Tuesday I go back to school and I still have alot of work to finish.  Oh, yes they gave us much homework to do before we go back.  Then yesterday they sent out an eight page study guide to be done when we return as well.  Thanks!!!!  That was the defining moment for me, there is not enough hours in a day to everything I had planned and get my work done.  I had to let a few people down, but it will be OK.  They will be able to attend the functions without me, I was merely the transportation because I knew how to get where we were going.  I will write them out directions and they all have cars to get there.


Although I am disappointed in not being able to go, a small part of me is relieved too.  It is time to get things back in balance again.  Since I have been off school it has been all meetings.  Now I have to pick my obligations wisely and do what is best for me.  So, onward and upward as they say, I am off now to hit the books and see if I can somehow figure out acid/fluid balance and arterial blood gas analysis.  Thanks for listening.  Patty

P.S. The other day I inadvertently deleted someone's comment, someone who has never been here before, called "wind dancer" maybe?  I am so sorry for the mistake, and for not remembering your name correctly, thankyou for your comment.
P.S.S. It is now the end of the day and I am just publishing this to my blog, but I think it is important to tell you that I had a chance to get outside for a brisk walk and then meditate today and it really helped alot!

4 comments:

Gabriella Moonlight said...

I love this post and so feel this, I tell you it's so hard to get out of balance so easily, so glad to know we can start our day over at any point.

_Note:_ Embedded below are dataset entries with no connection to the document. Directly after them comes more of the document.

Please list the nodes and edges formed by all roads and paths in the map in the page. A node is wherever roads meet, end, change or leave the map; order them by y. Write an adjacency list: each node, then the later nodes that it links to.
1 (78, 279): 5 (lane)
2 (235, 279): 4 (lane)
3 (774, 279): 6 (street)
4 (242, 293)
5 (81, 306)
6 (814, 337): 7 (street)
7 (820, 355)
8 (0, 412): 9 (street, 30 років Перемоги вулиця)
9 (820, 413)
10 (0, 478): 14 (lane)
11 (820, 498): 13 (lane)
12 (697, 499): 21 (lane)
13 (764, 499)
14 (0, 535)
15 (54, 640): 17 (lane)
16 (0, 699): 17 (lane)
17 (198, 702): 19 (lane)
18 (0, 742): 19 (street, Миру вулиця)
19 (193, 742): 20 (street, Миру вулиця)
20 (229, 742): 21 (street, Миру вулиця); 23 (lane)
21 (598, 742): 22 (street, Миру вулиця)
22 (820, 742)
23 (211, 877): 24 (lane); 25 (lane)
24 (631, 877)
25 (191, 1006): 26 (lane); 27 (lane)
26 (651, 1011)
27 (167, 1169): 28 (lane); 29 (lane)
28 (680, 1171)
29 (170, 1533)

Take care and take care of you!
xo g

indistinct said...

Love how you use your blog to help find balance. Thanks for sharing with us as well. Keeps us all centred.

Kristin H. said...

Good luck with the school work. I am pulling for you. And clearing the schedule to take time for yourself is necessary. I wish I did it more often.

Syd said...

I am glad that you are doing first things first. That's a good thing.